The safety and scientific validity of this study is the responsibility of the study sponsor and investigators. Listing a study does not mean it has been evaluated by the U.S. Federal Government. Know the risks and potential benefits of clinical studies and talk to your health care provider before participating. Read our disclaimer for details.
 
ClinicalTrials.gov Identifier: NCT03113500
Recruitment Status : Recruiting
First Posted : April 13, 2017
Last Update Posted : July 13, 2020
Sponsor:
Collaborator:
National Cancer Institute (NCI)
Information provided by (Responsible Party):
City of Hope Medical Center

Brief Summary:
This phase II trial studies the side effects and how well brentuximab vedotin and combination chemotherapy work in treating patients with CD30-positive peripheral T-cell lymphoma. Brentuximab vedotin is a monoclonal antibody, brentuximab, linked to a toxic agent called vedotin. Brentuximab attaches to CD30 positive cancer cells in a targeted way and delivers vedotin to kill them. Drugs used in chemotherapy, such as cyclophosphamide, doxorubicin, etoposide, and prednisone work in different ways to stop the growth of cancer cells, either by killing the cells, by stopping them from dividing, or by stopping them from spreading. Giving brentuximab vedotin and combination chemotherapy may work better in treating patients with CD30-positive peripheral T-cell lymphoma.
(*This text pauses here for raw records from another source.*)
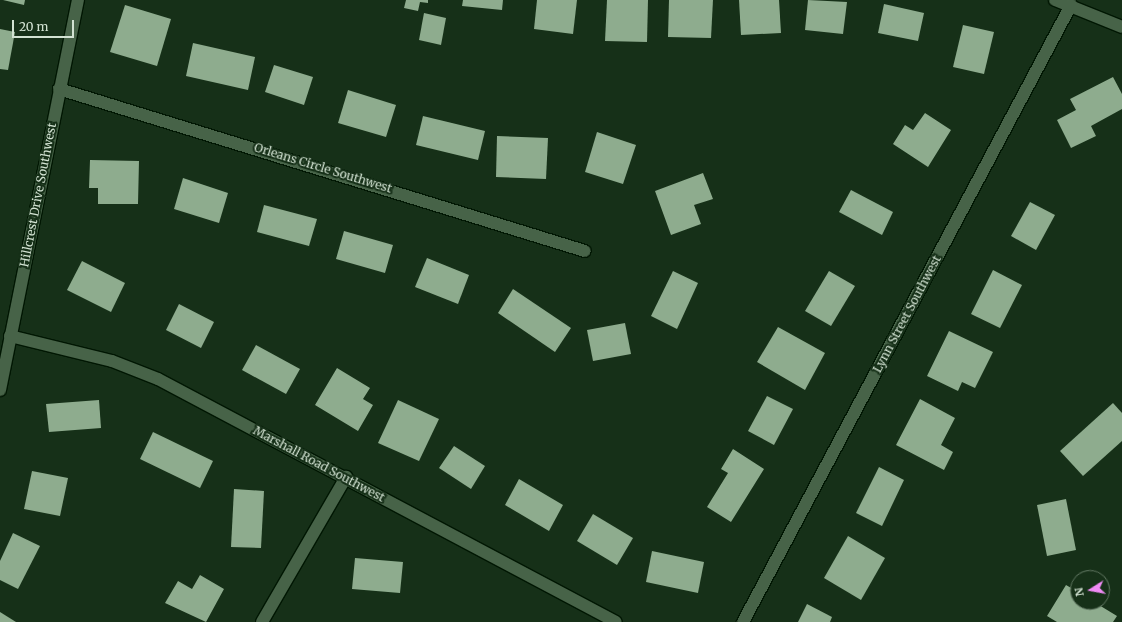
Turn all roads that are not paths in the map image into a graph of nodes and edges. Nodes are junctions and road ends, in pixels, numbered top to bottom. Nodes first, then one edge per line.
1 (78, 0) edge
2 (1055, 0) edge
3 (1071, 5) junction
4 (1122, 28) edge
5 (59, 89) junction
6 (585, 251) dead end
7 (10, 336) junction
8 (0, 390) edge
9 (346, 478) junction
10 (613, 621) edge
11 (262, 622) edge
12 (743, 622) edge

1 - 5 street, Hillcrest Drive Southwest
2 - 3 street
3 - 4 street
3 - 12 street, Lynn Street Southwest
5 - 6 street, Orleans Circle Southwest
5 - 7 street, Hillcrest Drive Southwest
7 - 8 street, Hillcrest Drive Southwest
7 - 9 street, Marshall Road Southwest
9 - 10 street, Marshall Road Southwest
9 - 11 street

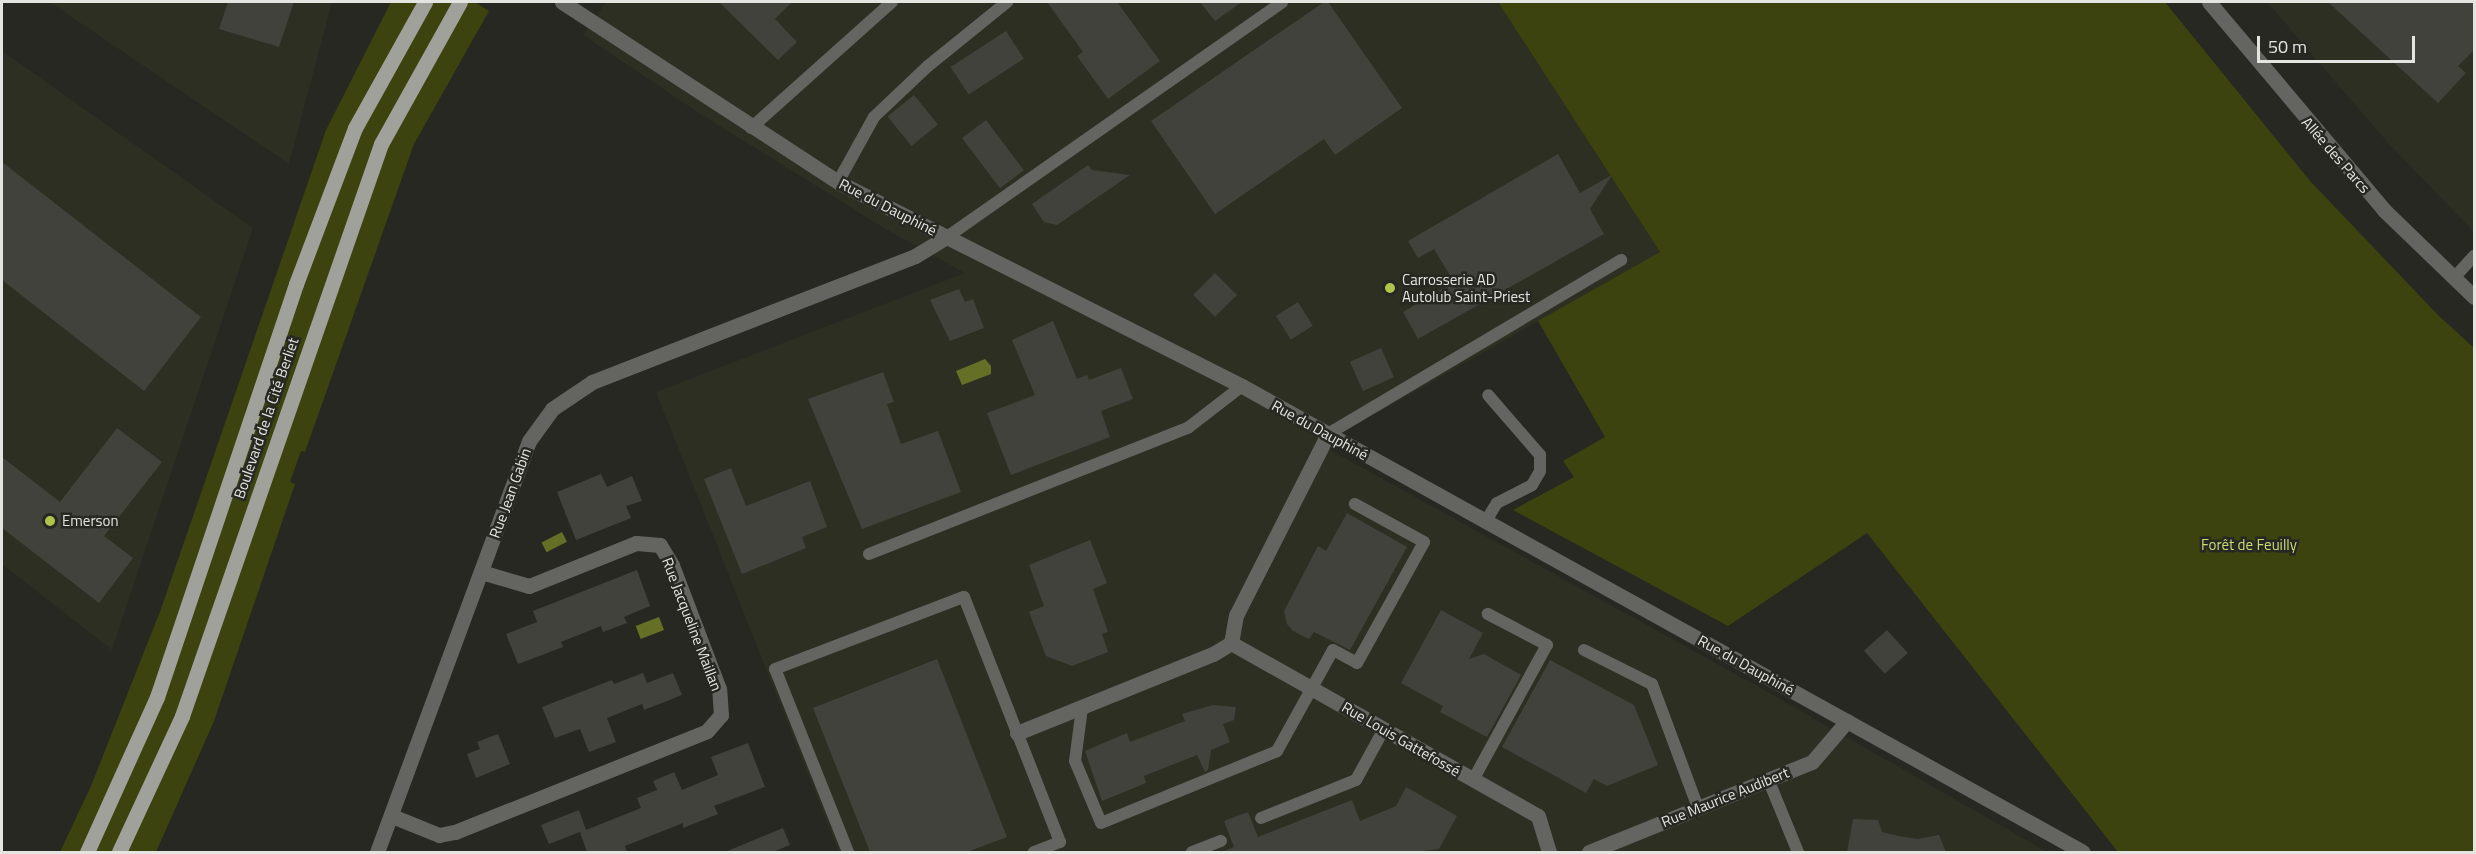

Condition or disease Intervention/treatment Phase
Adult T-Cell Leukemia/Lymphoma Anaplastic Large Cell Lymphoma, ALK-Negative Anaplastic Large Cell Lymphoma, ALK-Positive Angioimmunoblastic T-Cell Lymphoma Ann Arbor Stage II Noncutaneous Anaplastic Large Cell Lymphoma Ann Arbor Stage III Noncutaneous Anaplastic Large Cell Lymphoma Ann Arbor Stage IV Noncutaneous Anaplastic Large Cell Lymphoma Enteropathy-Associated T-Cell Lymphoma Hepatosplenic T-Cell Lymphoma Mature T-Cell and NK-Cell Non-Hodgkin Lymphoma Peripheral T-Cell Lymphoma, Not Otherwise Specified Drug: Brentuximab Vedotin Drug: Cyclophosphamide Drug: Doxorubicin Drug: Doxorubicin Hydrochloride Drug: Etoposide Drug: Etoposide Phosphate Other: Laboratory Biomarker Analysis Drug: Prednisone Phase 2

Detailed Description:

PRIMARY OBJECTIVES:

I. Assess the safety and tolerability of cyclophosphamide, doxorubicin hydrochloride (doxorubicin), etoposide phosphate (etoposide), prednisone, and brentuximab vedotin (CHEP-BV), as induction therapy in patients with CD30-positive peripheral T-cell lymphoma (PTCL). (Safety lead-in) II. Assess the anti-lymphoma activity of CHEP-BV as induction treatment in patients with CD30-positive PTCL. (Phase 2)

SECONDARY OBJECTIVES:

I. Describe outcomes of CD30-positive PTCL patients who go on to receive BV consolidation therapy post CHEP-BV induction with/without autologous hematopoietic cell transplantation/radiation.

EXPLORATORY OBJECTIVES:

I. Explore the rate of minimal residual disease (MRD) negativity (as assessed by next-generation sequencing) and MRD kinetics after CHEP-BV and BV consolidation therapy in CD30-positive PTCL.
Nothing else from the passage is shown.